_SUPPLIED MATERIAL_.

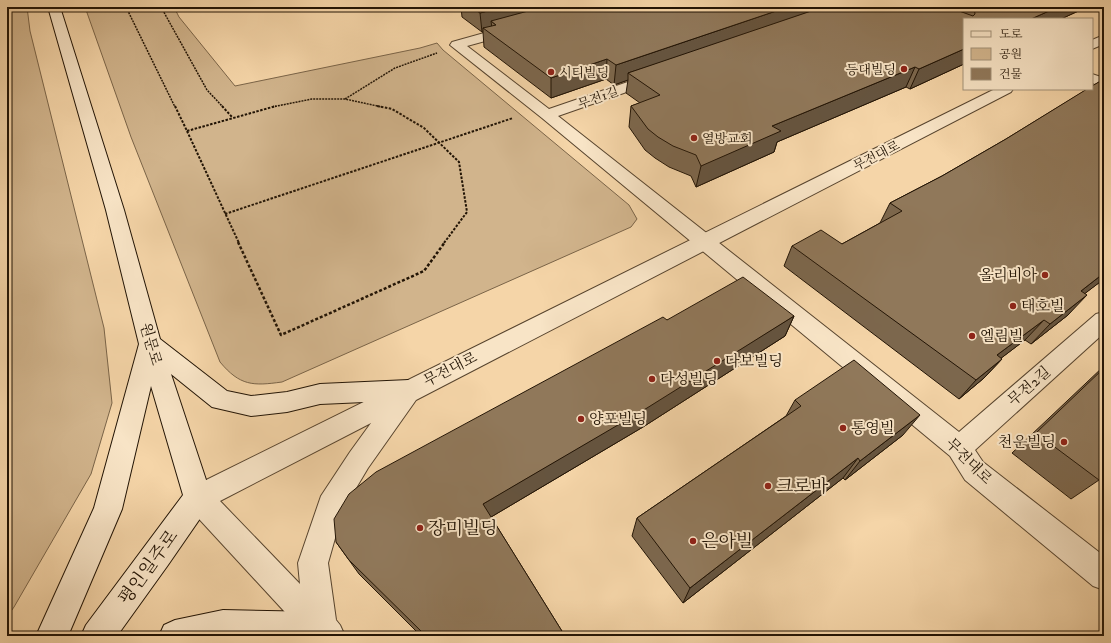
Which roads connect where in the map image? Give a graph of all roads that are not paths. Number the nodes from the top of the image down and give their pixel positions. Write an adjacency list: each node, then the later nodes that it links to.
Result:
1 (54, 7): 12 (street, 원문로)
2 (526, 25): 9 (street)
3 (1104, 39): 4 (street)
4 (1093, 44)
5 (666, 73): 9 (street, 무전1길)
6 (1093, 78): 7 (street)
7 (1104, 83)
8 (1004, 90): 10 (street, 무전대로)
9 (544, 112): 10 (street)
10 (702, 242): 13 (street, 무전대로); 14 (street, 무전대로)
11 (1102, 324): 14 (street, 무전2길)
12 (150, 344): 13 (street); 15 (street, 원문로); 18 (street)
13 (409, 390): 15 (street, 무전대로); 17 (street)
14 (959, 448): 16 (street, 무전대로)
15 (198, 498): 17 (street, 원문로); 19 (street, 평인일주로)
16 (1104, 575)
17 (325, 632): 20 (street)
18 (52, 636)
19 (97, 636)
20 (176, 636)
--
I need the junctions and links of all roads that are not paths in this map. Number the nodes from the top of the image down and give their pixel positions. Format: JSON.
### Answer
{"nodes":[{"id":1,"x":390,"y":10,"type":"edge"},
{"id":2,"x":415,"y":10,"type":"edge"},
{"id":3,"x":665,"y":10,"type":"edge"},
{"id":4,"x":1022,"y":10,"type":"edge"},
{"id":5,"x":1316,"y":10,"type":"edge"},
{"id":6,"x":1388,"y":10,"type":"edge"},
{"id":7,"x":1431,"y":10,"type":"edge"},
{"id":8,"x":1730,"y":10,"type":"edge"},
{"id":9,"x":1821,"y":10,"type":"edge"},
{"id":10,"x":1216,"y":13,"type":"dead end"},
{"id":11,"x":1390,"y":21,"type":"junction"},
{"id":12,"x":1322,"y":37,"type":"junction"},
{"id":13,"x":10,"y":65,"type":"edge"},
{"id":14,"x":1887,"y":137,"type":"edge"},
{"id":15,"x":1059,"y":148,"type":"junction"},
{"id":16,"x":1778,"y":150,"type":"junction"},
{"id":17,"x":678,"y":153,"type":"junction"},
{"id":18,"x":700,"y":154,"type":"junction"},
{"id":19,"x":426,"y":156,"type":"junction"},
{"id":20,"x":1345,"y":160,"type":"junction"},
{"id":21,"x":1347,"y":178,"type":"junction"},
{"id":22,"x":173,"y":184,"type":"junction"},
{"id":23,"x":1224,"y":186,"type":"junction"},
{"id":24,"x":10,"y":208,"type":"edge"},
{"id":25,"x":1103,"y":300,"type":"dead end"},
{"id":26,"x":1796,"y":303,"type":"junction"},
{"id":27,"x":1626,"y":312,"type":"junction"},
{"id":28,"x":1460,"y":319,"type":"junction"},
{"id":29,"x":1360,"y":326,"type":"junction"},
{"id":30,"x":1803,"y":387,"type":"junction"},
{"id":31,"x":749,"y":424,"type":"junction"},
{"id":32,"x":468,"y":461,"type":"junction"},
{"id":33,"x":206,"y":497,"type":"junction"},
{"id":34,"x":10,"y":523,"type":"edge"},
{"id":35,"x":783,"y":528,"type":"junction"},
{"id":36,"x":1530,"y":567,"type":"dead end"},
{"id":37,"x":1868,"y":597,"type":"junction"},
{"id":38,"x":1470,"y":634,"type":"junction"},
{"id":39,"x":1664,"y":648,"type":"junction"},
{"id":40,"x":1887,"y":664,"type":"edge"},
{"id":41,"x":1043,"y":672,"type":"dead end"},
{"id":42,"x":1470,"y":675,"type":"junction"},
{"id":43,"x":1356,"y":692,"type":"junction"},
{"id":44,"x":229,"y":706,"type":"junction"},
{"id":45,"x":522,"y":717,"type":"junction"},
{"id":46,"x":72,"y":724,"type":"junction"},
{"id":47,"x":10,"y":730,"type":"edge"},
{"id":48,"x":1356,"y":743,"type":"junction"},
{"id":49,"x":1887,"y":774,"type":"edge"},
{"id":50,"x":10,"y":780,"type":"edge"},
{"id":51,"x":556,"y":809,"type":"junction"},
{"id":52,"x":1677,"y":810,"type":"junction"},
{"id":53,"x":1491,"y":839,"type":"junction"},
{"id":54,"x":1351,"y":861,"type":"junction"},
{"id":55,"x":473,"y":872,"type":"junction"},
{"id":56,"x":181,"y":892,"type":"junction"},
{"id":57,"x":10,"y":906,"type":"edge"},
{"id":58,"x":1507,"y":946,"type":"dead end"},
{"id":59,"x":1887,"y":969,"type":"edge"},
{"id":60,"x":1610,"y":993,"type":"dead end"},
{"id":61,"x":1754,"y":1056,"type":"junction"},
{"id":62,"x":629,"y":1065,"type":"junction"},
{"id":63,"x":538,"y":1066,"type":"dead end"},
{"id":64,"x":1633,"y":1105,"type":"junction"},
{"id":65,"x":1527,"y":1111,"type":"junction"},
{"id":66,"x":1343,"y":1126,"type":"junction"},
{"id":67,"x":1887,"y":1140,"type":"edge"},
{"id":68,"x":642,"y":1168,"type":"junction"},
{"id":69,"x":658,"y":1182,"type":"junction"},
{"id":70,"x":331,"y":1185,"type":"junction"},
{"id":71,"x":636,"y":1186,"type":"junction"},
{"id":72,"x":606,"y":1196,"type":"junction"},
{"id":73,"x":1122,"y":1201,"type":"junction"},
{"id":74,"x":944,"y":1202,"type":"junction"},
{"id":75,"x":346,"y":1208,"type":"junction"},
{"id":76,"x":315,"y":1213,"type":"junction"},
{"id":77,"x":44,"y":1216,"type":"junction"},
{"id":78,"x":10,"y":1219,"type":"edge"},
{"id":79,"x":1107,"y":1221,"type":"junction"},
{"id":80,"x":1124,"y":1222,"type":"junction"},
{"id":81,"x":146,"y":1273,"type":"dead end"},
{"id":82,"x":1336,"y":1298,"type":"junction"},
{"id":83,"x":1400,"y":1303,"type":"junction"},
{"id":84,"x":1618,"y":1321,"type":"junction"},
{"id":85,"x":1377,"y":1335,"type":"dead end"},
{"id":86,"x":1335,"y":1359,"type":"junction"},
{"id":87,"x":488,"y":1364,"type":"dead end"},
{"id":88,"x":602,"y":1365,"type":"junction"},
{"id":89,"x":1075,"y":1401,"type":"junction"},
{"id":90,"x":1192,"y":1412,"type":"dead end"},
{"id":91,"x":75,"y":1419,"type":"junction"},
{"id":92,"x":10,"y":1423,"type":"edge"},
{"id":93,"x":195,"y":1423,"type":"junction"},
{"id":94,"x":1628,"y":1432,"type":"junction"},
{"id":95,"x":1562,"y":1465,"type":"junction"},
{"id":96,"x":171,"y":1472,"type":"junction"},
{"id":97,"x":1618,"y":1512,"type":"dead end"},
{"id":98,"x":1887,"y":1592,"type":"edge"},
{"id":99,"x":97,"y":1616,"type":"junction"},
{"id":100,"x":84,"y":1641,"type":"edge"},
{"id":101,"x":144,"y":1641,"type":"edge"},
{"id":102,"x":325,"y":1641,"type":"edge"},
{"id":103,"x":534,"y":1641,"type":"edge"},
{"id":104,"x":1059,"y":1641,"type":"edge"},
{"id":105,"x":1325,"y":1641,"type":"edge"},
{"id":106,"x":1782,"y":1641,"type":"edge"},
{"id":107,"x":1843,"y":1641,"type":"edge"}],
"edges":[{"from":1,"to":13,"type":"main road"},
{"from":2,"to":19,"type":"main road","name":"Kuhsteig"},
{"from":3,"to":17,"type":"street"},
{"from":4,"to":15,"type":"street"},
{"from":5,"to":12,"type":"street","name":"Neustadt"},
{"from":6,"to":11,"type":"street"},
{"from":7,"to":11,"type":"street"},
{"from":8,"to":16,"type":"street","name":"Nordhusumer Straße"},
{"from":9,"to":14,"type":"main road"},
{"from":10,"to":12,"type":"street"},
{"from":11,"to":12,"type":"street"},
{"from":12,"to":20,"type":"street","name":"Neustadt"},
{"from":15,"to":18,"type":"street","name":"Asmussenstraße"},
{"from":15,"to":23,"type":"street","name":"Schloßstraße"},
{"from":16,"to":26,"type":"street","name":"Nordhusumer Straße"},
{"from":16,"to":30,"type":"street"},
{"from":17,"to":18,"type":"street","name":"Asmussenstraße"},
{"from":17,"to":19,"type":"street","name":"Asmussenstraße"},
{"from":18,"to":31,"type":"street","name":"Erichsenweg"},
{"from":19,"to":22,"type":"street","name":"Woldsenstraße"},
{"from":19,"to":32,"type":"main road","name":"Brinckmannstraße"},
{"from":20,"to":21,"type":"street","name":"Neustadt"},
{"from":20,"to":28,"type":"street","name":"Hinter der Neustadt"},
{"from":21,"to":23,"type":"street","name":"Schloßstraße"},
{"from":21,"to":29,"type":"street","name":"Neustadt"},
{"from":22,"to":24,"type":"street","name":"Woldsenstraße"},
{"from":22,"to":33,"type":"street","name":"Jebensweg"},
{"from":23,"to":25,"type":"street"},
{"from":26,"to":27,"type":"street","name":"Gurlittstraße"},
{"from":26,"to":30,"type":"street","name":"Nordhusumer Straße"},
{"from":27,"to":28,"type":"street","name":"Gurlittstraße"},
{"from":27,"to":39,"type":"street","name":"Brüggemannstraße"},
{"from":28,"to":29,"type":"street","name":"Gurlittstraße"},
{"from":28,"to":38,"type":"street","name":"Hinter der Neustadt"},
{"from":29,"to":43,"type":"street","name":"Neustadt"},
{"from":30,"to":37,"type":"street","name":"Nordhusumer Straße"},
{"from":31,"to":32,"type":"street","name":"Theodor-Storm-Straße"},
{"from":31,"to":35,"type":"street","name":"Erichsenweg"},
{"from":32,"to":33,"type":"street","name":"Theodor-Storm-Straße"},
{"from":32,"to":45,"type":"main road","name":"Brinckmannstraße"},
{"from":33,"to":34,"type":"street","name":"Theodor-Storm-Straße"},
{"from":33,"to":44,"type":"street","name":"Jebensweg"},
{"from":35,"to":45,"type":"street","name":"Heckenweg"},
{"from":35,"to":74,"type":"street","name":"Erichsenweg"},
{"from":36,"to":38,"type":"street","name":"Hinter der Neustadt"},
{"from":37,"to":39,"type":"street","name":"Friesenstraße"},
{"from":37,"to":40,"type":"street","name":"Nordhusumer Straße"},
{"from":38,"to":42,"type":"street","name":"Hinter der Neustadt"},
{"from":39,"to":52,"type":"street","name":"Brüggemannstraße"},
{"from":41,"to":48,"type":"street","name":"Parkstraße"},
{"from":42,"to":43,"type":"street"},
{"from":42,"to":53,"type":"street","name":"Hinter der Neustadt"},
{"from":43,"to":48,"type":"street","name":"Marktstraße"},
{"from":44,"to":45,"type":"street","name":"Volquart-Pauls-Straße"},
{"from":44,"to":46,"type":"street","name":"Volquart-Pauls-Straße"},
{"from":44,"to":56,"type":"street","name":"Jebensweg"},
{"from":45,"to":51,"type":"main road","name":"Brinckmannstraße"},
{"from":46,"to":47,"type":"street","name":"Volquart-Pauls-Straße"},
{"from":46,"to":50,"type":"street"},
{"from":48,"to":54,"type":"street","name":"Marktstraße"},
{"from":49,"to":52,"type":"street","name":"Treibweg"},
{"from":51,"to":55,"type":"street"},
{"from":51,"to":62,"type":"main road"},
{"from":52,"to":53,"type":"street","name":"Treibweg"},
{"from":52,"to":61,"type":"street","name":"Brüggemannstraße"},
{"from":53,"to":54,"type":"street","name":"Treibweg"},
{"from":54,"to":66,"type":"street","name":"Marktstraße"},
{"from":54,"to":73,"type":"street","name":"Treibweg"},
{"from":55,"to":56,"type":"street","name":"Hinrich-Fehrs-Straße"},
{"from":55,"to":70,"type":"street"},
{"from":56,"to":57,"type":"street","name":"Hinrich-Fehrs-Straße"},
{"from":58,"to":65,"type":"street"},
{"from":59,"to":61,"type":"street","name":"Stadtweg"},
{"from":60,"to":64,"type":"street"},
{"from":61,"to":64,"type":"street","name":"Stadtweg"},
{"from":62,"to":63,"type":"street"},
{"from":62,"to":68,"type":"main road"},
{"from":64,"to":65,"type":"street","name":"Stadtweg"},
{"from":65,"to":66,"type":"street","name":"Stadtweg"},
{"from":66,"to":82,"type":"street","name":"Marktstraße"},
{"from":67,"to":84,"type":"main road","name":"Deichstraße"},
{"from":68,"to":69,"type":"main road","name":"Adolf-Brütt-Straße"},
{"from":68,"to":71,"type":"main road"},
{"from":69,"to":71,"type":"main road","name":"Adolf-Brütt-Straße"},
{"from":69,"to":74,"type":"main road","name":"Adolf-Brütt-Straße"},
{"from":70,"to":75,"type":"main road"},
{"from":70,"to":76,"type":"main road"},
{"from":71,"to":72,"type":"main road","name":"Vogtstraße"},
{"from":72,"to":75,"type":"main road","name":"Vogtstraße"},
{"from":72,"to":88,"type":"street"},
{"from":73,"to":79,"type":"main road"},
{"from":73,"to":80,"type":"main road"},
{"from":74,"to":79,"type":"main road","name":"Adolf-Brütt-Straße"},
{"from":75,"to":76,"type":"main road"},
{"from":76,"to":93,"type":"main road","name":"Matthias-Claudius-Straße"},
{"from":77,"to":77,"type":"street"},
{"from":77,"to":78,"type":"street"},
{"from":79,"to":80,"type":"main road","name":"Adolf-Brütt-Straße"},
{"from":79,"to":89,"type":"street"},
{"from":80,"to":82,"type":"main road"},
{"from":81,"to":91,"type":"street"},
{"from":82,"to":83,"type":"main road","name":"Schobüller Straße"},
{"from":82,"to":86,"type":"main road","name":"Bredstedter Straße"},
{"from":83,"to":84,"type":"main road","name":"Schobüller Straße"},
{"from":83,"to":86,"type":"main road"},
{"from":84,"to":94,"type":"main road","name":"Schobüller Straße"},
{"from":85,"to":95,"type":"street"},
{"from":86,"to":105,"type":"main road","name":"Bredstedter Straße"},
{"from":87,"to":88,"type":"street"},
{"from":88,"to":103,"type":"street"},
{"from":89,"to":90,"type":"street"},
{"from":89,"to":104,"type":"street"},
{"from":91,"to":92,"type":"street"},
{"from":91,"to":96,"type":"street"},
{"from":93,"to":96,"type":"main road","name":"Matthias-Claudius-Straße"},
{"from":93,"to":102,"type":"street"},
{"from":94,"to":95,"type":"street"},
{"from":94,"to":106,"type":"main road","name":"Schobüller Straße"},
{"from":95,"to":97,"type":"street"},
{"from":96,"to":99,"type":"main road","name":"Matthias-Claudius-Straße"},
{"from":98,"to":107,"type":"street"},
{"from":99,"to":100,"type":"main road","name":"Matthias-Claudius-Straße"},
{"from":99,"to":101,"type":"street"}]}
---
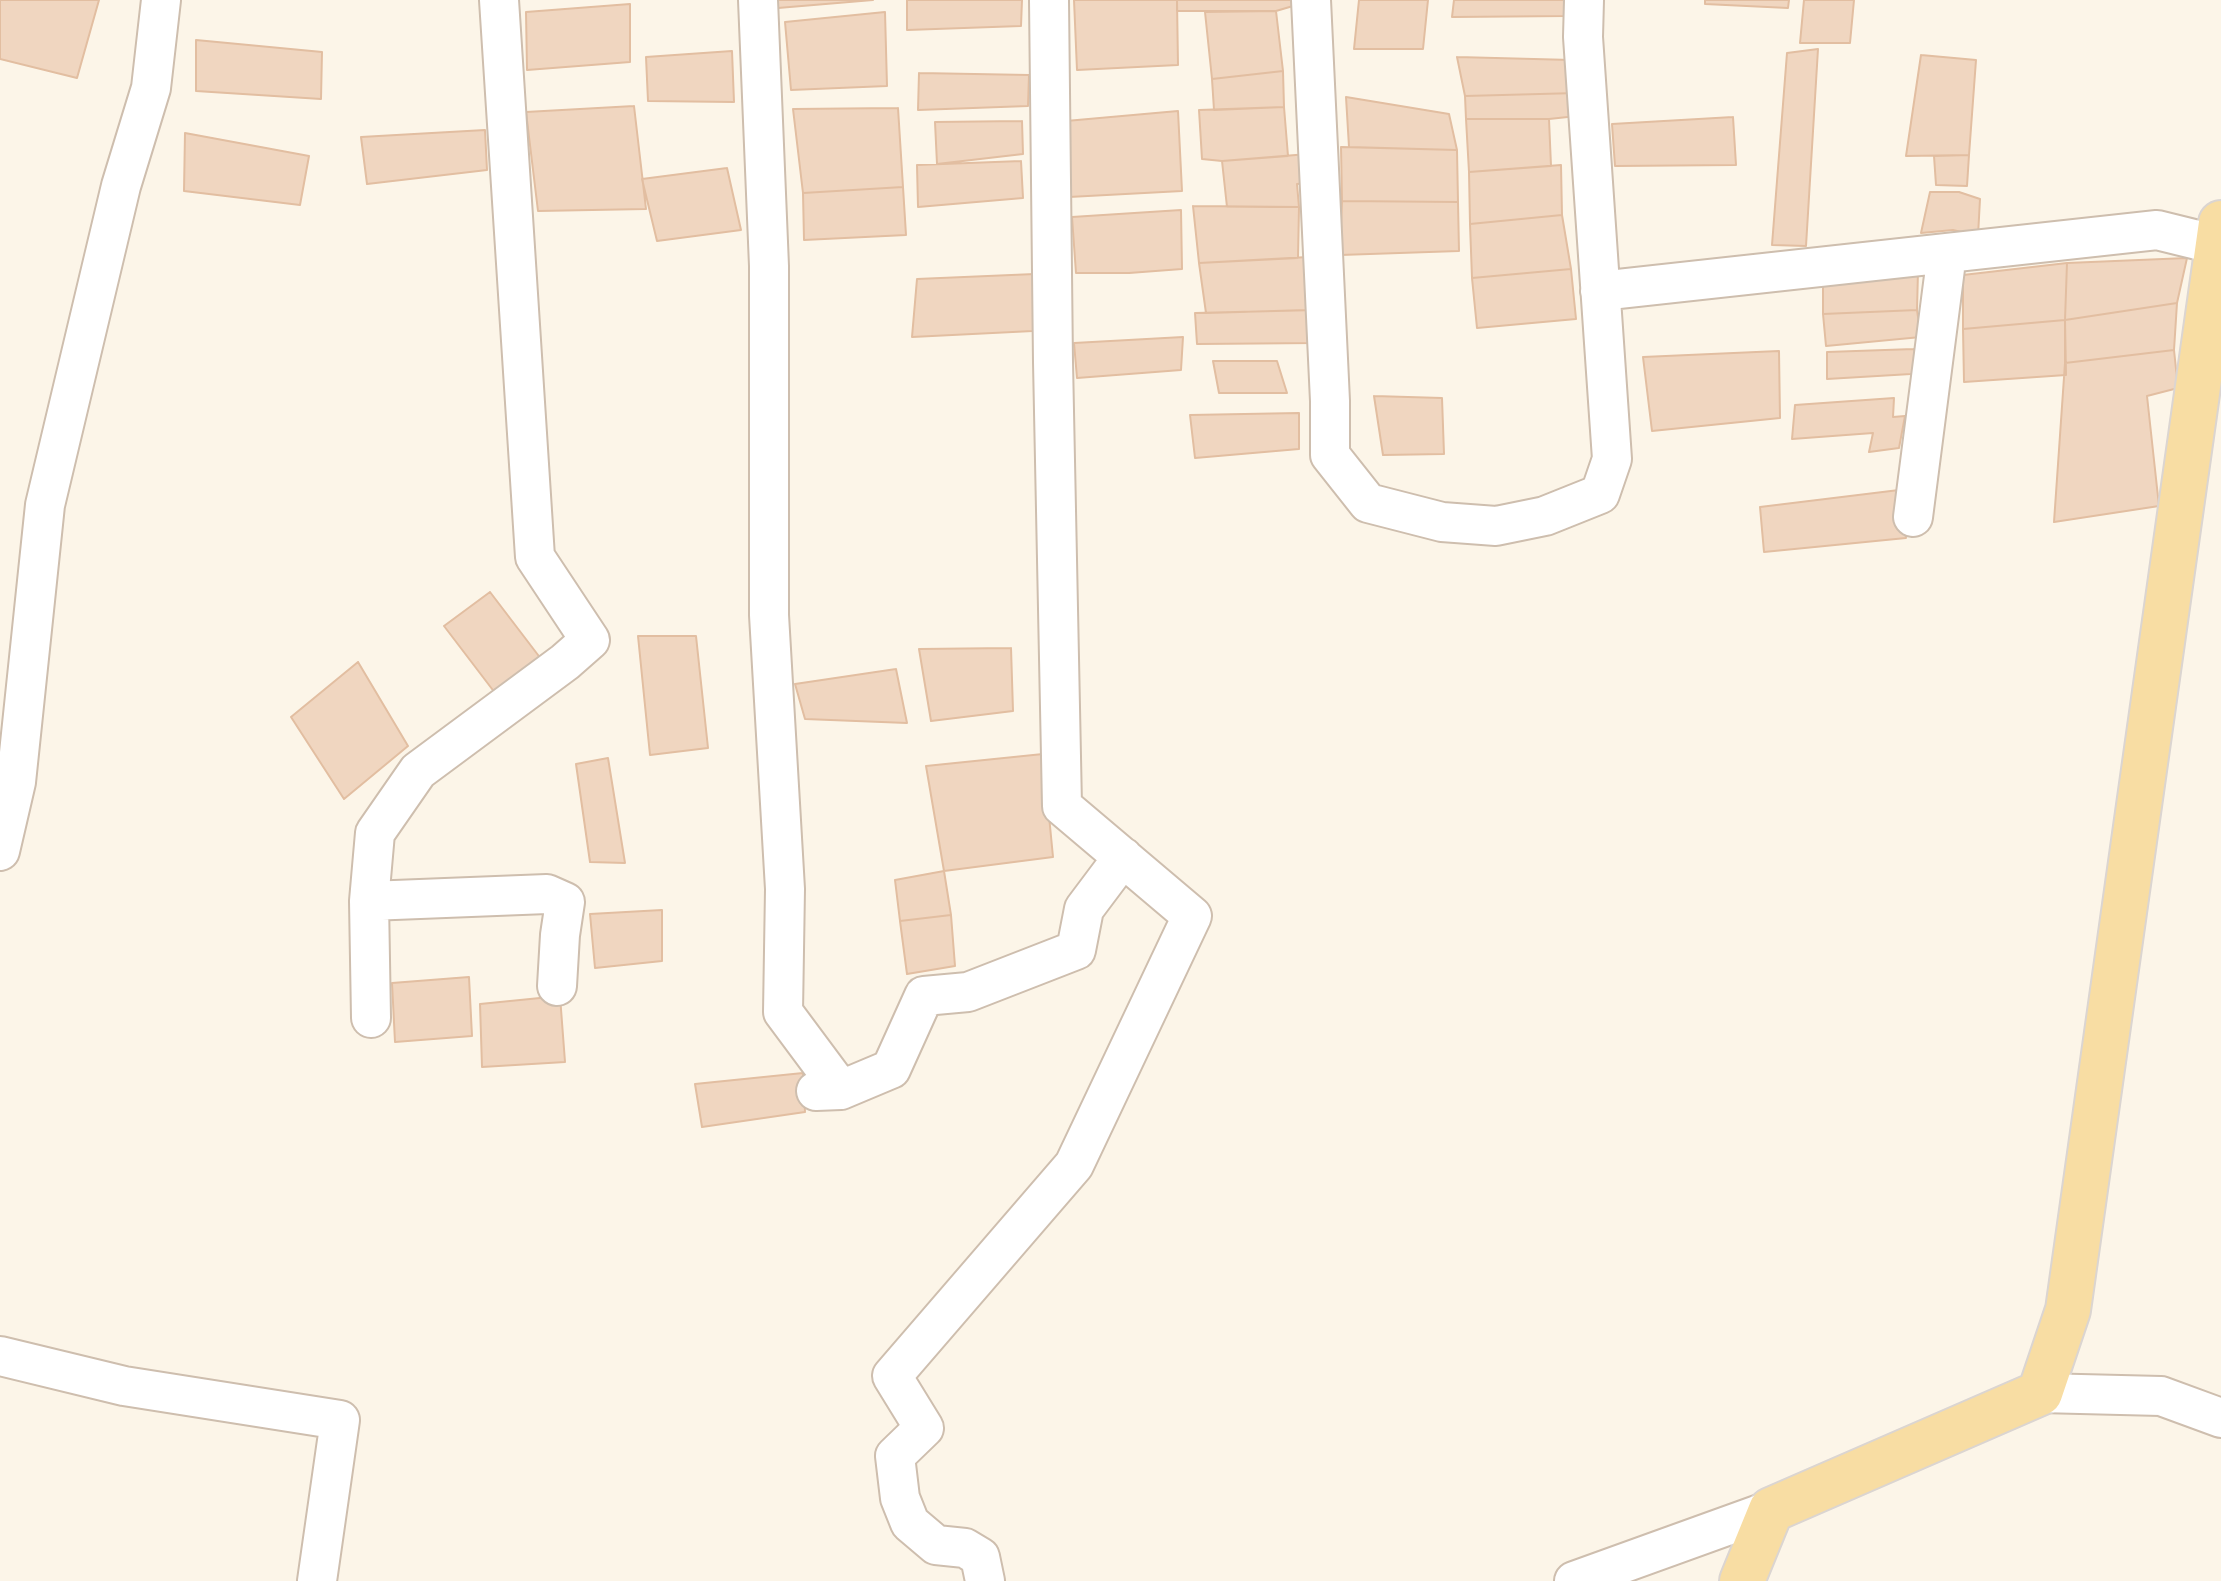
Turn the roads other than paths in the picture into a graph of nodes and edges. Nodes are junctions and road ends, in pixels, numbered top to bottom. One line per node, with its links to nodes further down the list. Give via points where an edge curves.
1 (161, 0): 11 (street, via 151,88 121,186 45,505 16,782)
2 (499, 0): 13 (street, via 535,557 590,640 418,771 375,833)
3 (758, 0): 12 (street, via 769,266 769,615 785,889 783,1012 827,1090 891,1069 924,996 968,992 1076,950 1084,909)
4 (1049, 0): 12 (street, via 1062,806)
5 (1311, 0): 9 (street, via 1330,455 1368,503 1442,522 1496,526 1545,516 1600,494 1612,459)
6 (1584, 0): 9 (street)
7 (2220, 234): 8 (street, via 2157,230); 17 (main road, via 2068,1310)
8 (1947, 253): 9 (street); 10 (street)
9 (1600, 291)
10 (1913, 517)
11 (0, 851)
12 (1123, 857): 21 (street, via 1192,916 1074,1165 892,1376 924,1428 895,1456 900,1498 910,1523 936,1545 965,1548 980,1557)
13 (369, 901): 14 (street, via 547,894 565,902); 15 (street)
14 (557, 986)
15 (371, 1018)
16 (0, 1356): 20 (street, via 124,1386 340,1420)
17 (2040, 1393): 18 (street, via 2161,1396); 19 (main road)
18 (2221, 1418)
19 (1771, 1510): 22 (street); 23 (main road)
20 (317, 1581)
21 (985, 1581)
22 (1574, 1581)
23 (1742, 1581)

_EXERCISE PROMPT_. Would you please copy each line of the listing that contains the word "their"?

_ANSWER TO THIS EXERCISE_.
Which roads connect where in the map image? Give a graph of all roads that are not paths. Number the nodes from the top of the image down and give their pixel positions. Write an adjacency list: each node, then the later nodes that it links to.
I need the junctions and links of all roads that are not paths in this map. Number the nodes from the top of the image down and give their pixel positions. Format: JSON.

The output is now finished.